Work to be completed >>
Copy out each line of the entries below in which the string "Lane" appears.

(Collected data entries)
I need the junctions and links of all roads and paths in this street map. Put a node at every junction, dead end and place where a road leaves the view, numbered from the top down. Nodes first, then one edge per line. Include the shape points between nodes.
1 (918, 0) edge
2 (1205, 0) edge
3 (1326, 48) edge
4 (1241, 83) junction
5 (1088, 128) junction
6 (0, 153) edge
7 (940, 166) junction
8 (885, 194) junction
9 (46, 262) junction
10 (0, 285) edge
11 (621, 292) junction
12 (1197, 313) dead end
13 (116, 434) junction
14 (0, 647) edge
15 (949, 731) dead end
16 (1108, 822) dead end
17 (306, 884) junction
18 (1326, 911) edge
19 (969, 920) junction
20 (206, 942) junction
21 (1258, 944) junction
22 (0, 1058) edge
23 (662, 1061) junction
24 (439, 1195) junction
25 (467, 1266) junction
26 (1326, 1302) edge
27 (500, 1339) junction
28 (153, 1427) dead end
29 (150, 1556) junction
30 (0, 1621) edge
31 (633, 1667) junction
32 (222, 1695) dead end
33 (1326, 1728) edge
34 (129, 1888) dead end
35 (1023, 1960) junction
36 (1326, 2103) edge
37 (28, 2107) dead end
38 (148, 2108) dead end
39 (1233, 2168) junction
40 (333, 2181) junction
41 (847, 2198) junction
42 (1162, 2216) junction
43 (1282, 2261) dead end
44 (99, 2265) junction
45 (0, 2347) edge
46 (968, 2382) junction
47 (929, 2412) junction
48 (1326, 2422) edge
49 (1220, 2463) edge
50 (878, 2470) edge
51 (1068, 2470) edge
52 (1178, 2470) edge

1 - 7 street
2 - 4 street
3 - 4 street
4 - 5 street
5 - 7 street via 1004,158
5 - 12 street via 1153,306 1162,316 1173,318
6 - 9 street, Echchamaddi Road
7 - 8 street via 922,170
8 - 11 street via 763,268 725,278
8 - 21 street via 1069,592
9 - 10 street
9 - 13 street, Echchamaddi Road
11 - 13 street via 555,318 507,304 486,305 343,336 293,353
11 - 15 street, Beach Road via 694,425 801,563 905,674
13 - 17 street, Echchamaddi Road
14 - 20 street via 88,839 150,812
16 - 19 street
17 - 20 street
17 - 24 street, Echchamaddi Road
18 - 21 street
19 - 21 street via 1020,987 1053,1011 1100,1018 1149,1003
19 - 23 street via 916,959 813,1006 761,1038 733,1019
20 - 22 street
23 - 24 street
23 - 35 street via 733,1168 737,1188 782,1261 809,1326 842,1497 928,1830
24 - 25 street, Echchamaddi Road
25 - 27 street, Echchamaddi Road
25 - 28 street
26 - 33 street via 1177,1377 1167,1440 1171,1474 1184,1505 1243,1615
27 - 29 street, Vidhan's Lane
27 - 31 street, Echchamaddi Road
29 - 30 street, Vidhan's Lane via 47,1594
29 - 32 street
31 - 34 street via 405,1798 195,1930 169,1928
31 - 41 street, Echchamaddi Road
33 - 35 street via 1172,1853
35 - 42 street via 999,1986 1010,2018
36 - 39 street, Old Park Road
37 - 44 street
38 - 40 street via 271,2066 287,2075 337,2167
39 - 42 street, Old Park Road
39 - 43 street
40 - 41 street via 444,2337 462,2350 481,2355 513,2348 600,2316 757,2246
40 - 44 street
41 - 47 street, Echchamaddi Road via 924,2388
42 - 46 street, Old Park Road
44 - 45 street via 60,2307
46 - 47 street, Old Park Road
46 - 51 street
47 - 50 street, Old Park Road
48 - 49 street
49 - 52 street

Your solution >>
27 - 29 street, Vidhan's Lane
29 - 30 street, Vidhan's Lane via 47,1594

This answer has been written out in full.